Experience Classicsonline



This is a characteristically intriguing assemblage of rare orchestral works. If you knew of them you probably never expected to hear them . They spans a wide vista.

Given its inspiration it is hardly astonishing that the music of Joubert's Second Symphony is intensely serious - even tormented. Its dissonances are not so dyed in the wool as to defy Joubert's natural proclivity for tenderness and melody (4:22; 6:44). It's a one movement piece and could stand unashamed alongside two other cogent monuments to the one movement form: Alwyn's Fifth Hydriotaphia and the still underestimated Rubbra Eleventh. The Symphony was written in memory of those murdererd in the Sharpeville massacre on 21 March 1960. Shortly after it was premiered by the LPO in 1971 in the RFH the then South African government took the trouble to inform Joubert that it would never be performed in South Africa. The world moved on and Apartheid remains only as an agonising memory. This lapidary symphony reminded me at times of Nystroem and Alwyn. Joubert's First Symphony can be heard on Lyrita.

Speaking of Alwyn we get two orchestral snippets from his first shot at an operatic work The Fairy Fiddler (1924-26). There were to be three later mature essays: Farewell Companions (1955), Juan or the Libertine (1965-71) and Miss Julie (1973-76) (review). The Fairy Fiddler was never quite completed.

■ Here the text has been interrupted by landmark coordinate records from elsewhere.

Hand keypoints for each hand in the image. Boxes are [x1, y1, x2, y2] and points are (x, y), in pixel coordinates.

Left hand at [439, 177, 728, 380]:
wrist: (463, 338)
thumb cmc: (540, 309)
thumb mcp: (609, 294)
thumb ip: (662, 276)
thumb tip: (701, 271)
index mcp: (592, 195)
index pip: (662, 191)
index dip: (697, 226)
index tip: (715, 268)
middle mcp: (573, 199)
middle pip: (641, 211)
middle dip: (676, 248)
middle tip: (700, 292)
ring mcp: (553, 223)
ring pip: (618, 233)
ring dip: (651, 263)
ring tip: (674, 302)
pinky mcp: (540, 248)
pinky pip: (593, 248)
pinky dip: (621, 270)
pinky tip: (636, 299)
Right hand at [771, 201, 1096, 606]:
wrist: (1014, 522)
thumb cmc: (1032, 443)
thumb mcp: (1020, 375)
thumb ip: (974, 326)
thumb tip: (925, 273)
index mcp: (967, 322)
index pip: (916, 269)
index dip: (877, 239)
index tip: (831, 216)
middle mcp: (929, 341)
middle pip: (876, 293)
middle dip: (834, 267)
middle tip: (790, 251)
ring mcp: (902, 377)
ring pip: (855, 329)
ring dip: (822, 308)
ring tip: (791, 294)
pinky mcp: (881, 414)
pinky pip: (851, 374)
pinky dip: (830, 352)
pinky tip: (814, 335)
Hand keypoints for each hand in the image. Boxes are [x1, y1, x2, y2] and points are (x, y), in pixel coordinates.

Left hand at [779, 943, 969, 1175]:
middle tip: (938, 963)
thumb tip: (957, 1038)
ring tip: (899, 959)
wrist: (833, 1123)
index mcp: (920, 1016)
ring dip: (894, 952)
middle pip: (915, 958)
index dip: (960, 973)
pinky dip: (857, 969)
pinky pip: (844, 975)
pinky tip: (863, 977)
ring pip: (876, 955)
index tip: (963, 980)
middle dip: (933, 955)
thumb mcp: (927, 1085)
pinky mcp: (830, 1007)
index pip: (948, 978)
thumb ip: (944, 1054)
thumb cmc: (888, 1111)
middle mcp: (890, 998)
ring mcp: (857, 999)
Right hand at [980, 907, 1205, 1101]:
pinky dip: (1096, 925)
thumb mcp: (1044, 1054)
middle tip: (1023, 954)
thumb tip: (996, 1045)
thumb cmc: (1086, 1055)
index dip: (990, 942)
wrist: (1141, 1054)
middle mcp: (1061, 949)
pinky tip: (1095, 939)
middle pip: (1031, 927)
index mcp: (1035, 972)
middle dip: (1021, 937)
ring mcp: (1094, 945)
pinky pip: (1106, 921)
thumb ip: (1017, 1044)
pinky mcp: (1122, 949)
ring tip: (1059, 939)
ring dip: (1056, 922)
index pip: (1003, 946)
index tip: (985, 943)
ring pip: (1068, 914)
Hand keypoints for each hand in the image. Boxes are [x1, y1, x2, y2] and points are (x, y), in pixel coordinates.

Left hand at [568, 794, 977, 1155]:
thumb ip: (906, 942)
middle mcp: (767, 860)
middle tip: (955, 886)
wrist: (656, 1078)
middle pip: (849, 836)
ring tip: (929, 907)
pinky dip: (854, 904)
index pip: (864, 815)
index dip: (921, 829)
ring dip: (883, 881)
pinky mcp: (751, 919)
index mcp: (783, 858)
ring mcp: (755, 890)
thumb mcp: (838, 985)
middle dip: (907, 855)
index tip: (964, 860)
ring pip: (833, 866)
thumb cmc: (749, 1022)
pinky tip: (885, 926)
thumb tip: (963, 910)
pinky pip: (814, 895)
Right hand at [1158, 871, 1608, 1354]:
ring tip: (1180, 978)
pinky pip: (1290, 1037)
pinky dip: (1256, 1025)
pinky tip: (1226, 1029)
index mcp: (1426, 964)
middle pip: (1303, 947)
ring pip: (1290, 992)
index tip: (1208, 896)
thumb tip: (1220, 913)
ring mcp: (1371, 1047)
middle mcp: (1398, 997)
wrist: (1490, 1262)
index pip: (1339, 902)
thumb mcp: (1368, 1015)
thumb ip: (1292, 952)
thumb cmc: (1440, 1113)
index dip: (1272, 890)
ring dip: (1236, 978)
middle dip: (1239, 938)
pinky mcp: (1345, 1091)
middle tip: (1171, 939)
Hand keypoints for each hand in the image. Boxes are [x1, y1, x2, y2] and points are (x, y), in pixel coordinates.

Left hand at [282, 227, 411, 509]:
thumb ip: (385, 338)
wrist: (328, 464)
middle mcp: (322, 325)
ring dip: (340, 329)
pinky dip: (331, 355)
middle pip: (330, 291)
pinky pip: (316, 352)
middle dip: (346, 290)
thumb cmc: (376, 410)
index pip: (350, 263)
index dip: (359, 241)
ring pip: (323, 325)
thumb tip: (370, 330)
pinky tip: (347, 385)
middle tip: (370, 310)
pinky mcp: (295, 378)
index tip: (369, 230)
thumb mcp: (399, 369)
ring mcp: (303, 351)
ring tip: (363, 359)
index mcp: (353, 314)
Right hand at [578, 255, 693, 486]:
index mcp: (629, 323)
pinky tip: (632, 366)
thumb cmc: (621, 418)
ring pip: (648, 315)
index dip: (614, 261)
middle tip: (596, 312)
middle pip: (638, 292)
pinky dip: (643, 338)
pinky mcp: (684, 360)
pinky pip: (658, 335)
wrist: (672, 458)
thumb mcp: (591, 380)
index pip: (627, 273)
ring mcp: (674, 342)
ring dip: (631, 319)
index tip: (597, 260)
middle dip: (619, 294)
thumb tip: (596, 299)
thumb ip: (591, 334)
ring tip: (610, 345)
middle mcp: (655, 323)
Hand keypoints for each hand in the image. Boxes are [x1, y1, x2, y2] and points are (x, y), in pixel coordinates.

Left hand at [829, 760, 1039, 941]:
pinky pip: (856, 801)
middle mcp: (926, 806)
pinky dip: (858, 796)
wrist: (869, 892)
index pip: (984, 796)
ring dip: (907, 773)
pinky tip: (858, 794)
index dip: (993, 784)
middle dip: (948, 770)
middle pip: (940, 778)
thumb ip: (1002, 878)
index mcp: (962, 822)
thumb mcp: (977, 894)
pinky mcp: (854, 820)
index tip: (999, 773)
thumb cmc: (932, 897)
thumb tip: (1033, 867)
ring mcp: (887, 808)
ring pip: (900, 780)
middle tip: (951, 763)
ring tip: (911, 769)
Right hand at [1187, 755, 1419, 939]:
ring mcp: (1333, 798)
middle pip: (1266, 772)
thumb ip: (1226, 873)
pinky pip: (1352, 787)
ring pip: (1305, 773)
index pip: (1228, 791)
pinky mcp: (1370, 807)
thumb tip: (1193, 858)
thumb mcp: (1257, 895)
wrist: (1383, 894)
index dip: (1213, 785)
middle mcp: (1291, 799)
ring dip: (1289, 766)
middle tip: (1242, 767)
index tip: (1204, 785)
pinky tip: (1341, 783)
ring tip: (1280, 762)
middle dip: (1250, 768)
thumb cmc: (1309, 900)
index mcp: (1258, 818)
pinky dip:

It is the work of a composer barely 20 and the Prelude is a lovingly attractive piece - affluent in green countryside hues though the Irish brogue is not that assertive. It broods and hums to itself in mists and mellow fruitfulness and dawn's first stirrings. There’s a touch of bosky Bax or leafy Howells at work here. The Derrybeg Fair is more rapturous showing an influence from Ravel mixed in with a Harty-like whirling exultation.

Carlo Martelli is the least known of the composers evangelised here. He has had some of his music on CD and there was said once to be a CD on of his music on the Swiss label Dinemec (Serenade and Symphony with the Philharmonia conducted by Serebrier, circa 1998) though I do not recall hearing it. Dutton have recorded his Jubilee March and Cock Linnett (CDLX7147), Romance, Greensleeves, Aubade (CDLX7151) and Celebration Day (CDLX7170). His Persiflage is on Naxos, and Promenade on ASV. His three movement 35 minute symphony is a work that dates back to Martelli's late teens. We owe the third movement and the work's current symmetry to a comment by Malcolm Arnold. The music is more overtly discontented than the Joubert. Martelli provides the background in his excellent liner-note but which is sadly light on autobiography. It’s a brilliant work with influences mentioned here only as an approximation to help you triangulate: Tippett in I (4:33), swelling ambition and coaxing and tense yet halting tenderness typical of Alwyn in II; III is over-cast, predatory yet always melodic in a softened Bergian way and sturdily Sibelian (4:50). There is also some archingly surging writing linked loosely with Tippett's style. Like many another work of the era the Symphony, which was premiered in 1957 and broadcast in 1958 by glorious Norman Del Mar, dropped from sight. A new Iron Age dissonance took concerts and radio by the throat. This is an achingly sincere and accomplished work to add to the catalogue of British symphonic endeavour.